Über eine „Ethik der Digitalisierung“ muss nach Worten von Bundespräsident Frank-Walter Steinmeier weltweit debattiert werden.
Berlin – Über eine „Ethik der Digitalisierung“ muss nach Worten von Bundespräsident Frank-Walter Steinmeier weltweit debattiert werden. „Europa, so scheint mir, ist in diesen Tagen dabei, seinen Weg zu finden“, sagte er am Montag in Berlin. Der Bundespräsident verwies auf die jüngsten Gesetze, die auf europäischer Ebene beschlossen wurden, den Digital Services Act und den Digital Markets Act.

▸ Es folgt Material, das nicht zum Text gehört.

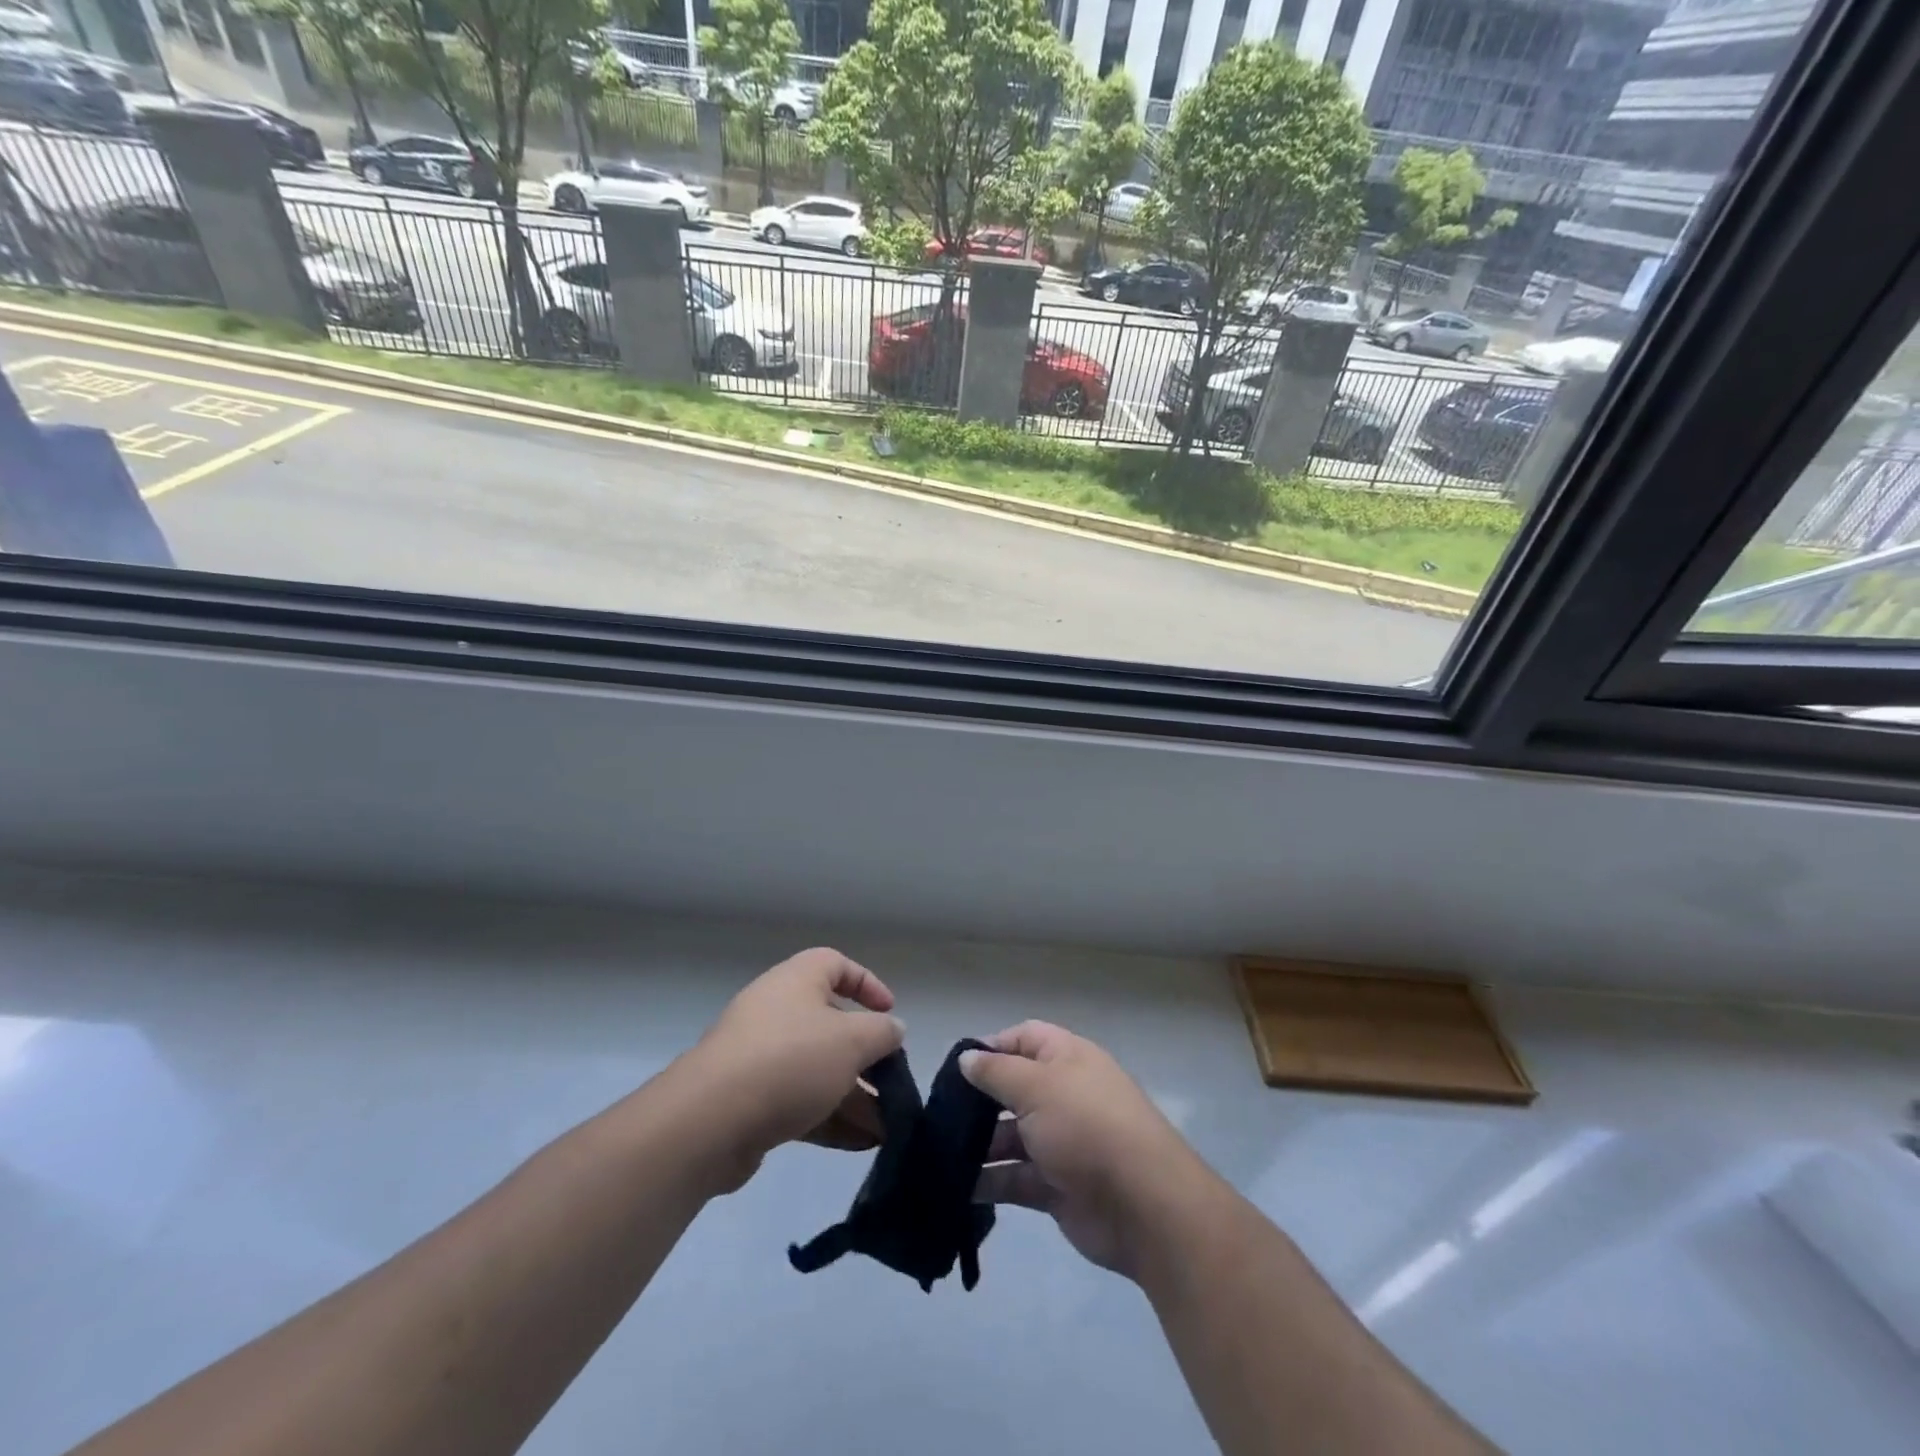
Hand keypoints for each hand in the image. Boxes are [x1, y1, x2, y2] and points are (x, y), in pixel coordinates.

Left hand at [680, 948, 904, 1189]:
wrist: (709, 1121)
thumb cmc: (790, 1060)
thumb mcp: (851, 1041)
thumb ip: (881, 1033)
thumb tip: (893, 1029)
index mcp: (797, 981)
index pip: (835, 964)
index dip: (867, 983)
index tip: (889, 1012)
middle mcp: (776, 1011)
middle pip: (830, 1025)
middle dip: (865, 1056)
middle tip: (892, 1081)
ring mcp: (759, 1057)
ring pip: (816, 1069)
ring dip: (853, 1095)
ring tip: (887, 1127)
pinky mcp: (749, 1100)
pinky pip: (798, 1102)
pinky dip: (829, 1117)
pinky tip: (861, 1144)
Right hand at [963, 1021, 1204, 1277]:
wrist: (1143, 1205)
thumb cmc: (1086, 1126)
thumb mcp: (1036, 1086)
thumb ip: (997, 1072)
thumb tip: (967, 1058)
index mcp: (1067, 1059)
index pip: (1024, 1038)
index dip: (991, 1047)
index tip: (956, 1067)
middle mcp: (1064, 1095)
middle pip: (1014, 1089)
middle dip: (979, 1101)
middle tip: (939, 1114)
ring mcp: (1062, 1143)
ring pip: (1011, 1137)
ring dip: (978, 1146)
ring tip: (939, 1155)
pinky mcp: (1057, 1186)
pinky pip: (1016, 1179)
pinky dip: (989, 1183)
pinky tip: (955, 1188)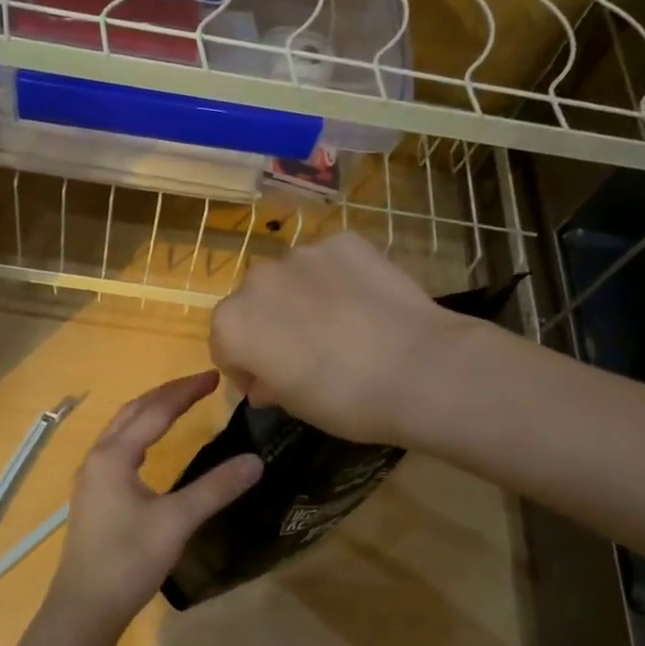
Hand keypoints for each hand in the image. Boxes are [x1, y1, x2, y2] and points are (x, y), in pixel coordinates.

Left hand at [46, 372, 261, 631]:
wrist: (85, 608)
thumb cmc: (128, 560)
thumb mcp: (176, 522)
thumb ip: (215, 489)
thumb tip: (255, 461)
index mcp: (114, 456)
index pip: (154, 411)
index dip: (185, 391)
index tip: (215, 377)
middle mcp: (97, 458)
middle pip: (133, 412)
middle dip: (167, 394)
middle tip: (201, 384)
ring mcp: (91, 478)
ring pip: (121, 429)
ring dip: (150, 411)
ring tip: (179, 404)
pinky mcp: (93, 496)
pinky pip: (117, 448)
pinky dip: (139, 433)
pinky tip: (151, 447)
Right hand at [210, 233, 466, 445]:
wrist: (420, 370)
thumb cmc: (344, 400)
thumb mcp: (294, 405)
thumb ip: (267, 384)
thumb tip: (265, 381)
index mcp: (233, 324)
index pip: (224, 344)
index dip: (244, 367)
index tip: (269, 385)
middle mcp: (257, 279)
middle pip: (253, 303)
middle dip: (270, 325)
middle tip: (305, 353)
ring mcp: (302, 254)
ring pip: (291, 278)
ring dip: (301, 298)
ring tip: (340, 325)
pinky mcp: (344, 241)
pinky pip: (329, 261)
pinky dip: (337, 279)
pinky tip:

Steinmeier äußerte sich bei der Präsentation der Ergebnisse des Projekts „Ethik der Digitalisierung – Von Prinzipien zu Praktiken“. Mehrere Forschungsinstitute, darunter das Alexander von Humboldt Institut für Internet und Gesellschaft (HIIG), haben im Verlauf von zwei Jahren untersucht, wie der digitale Wandel unter ethischen Maßstäben bewältigt werden kann.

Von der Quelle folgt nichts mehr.